# TASK OBJECTIVE
All lines in the material below that contain "РИФЪАТ" should be located and copied.

# RECORD EXCERPTS
━━━━━━━━━━━━━━━━

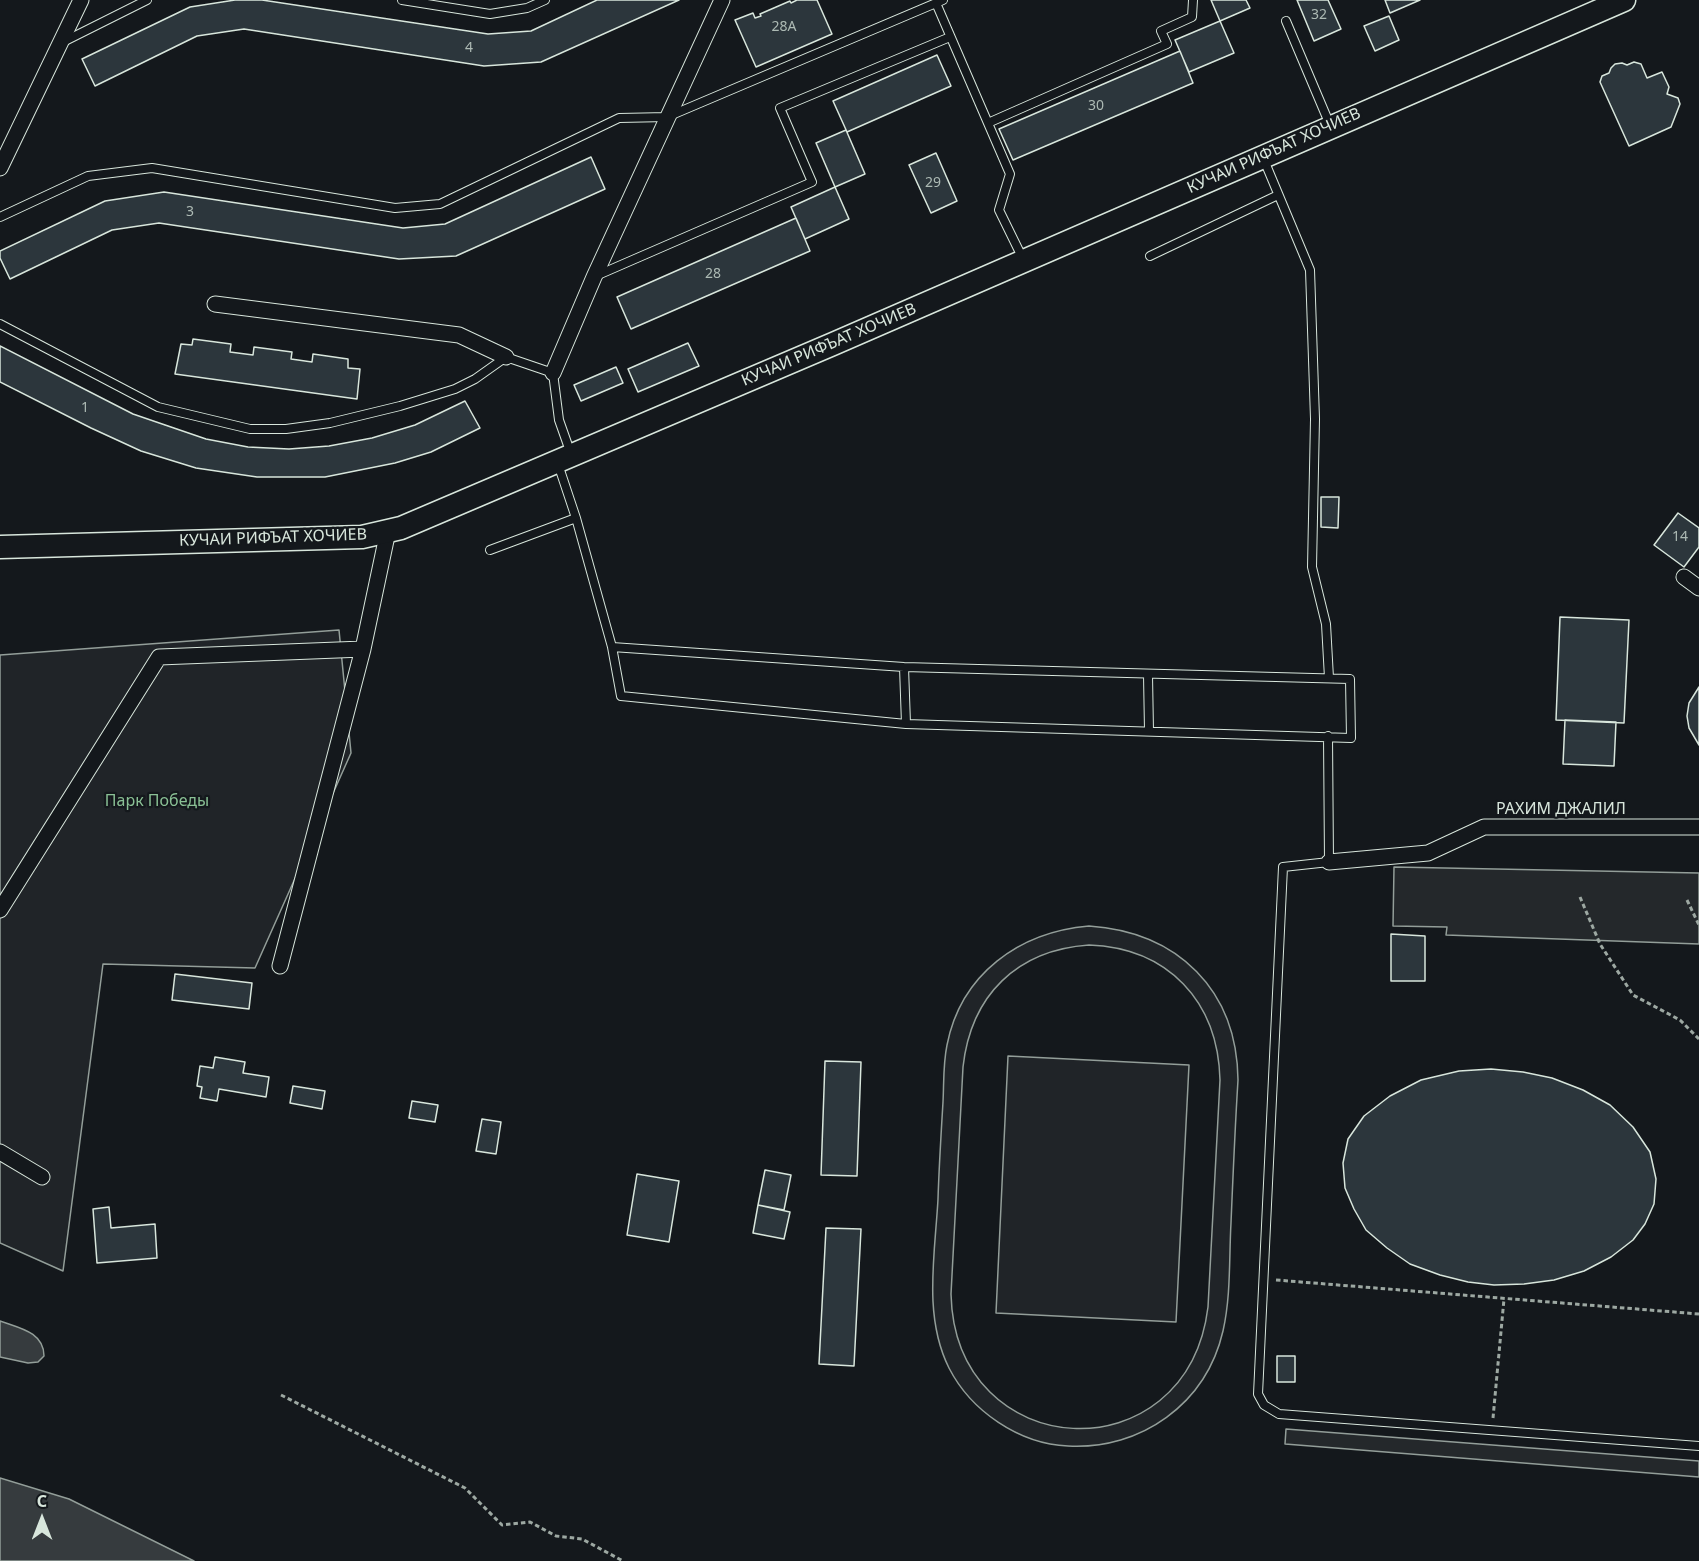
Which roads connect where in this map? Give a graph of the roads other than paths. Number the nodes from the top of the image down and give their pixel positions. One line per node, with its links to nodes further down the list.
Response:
1 (81, 0): 11 (street)
2 (147, 0): 11 (lane)
3 (402, 0): 4 (lane)
4 (545, 0)
5 (722, 0): 12 (street)
6 (1193, 0): 13 (lane)
7 (1624, 0): 14 (main road, КУЧАИ РИФЪАТ ХОЧИЕВ)
8 (940, 2): 10 (lane); 12 (lane)
9 (1286, 21): 14 (lane)
10 (950, 37): 13 (lane); 21 (lane)
11 (59, 44): 16 (street)
12 (667, 117): 18 (lane); 21 (street)
13 (988, 123): 20 (lane)
14 (1330, 127): 15 (main road, КУЧАИ РИФЪАТ ХОЧИЕВ)
15 (1263, 156): 17 (lane); 20 (main road, КУЧАИ РИФЪАТ ХОЧИЕВ)
16 (0, 168)
17 (1278, 195): 19 (lane); 37 (lane)
18 (0, 217)
19 (1150, 256)
20 (1024, 260): 26 (main road, КУЧАИ РИФЪАТ ХОЧИЕВ)
21 (594, 277): 25 (street)
22 (215, 304): 24 (street)
23 (0, 324): 24 (lane)
24 (506, 357): 25 (lane)
25 (553, 373): 26 (lane)
26 (564, 459): 27 (lane); 28 (main road, КУЧАИ РИФЪАТ ХОЧИЕВ)
27 (576, 518): 30 (lane); 33 (lane)
28 (388, 531): 29 (main road, КУЧАИ РИФЪАТ ХОЧИЕВ); 34 (street)
29 (0, 547)
30 (490, 550)
31 (1684, 577): 32 (street)
32 (1699, 588)
33 (612, 646): 35 (lane); 38 (lane)
34 (363, 649): 43 (street); 44 (street)
35 (904, 667): 36 (lane); 38 (lane)
36 (1148, 675): 37 (lane); 39 (lane)
37 (1329, 678): 40 (lane)
38 (906, 724): 39 (lane)
39 (1149, 731): 40 (lane)
40 (1328, 736): 42 (lane)
41 (1699, 827): 42 (street, РАХИМ ДЖАЛИЛ)
42 (1329, 862): 47 (lane)
43 (0, 910)
44 (280, 966)
45 (0, 1152): 46 (street)
46 (42, 1177)
47 (1699, 1446)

━━━━━━━━━━━━━━━━

# RESULT OF THE TASK
7 (1624, 0): 14 (main road, КУЧАИ РИФЪАТ ХОЧИЕВ)
14 (1330, 127): 15 (main road, КУЧАИ РИФЪАТ ХОЧИЕВ)
15 (1263, 156): 17 (lane); 20 (main road, КУЧАИ РИФЪАТ ХОЧИЕВ)
20 (1024, 260): 26 (main road, КУЧАИ РИФЪАТ ХОЧИЕВ)
26 (564, 459): 27 (lane); 28 (main road, КУЧАИ РИФЪАТ ХОЧИЕВ)
28 (388, 531): 29 (main road, КУЧАИ РИФЪАТ ХОЧИЕВ); 34 (street)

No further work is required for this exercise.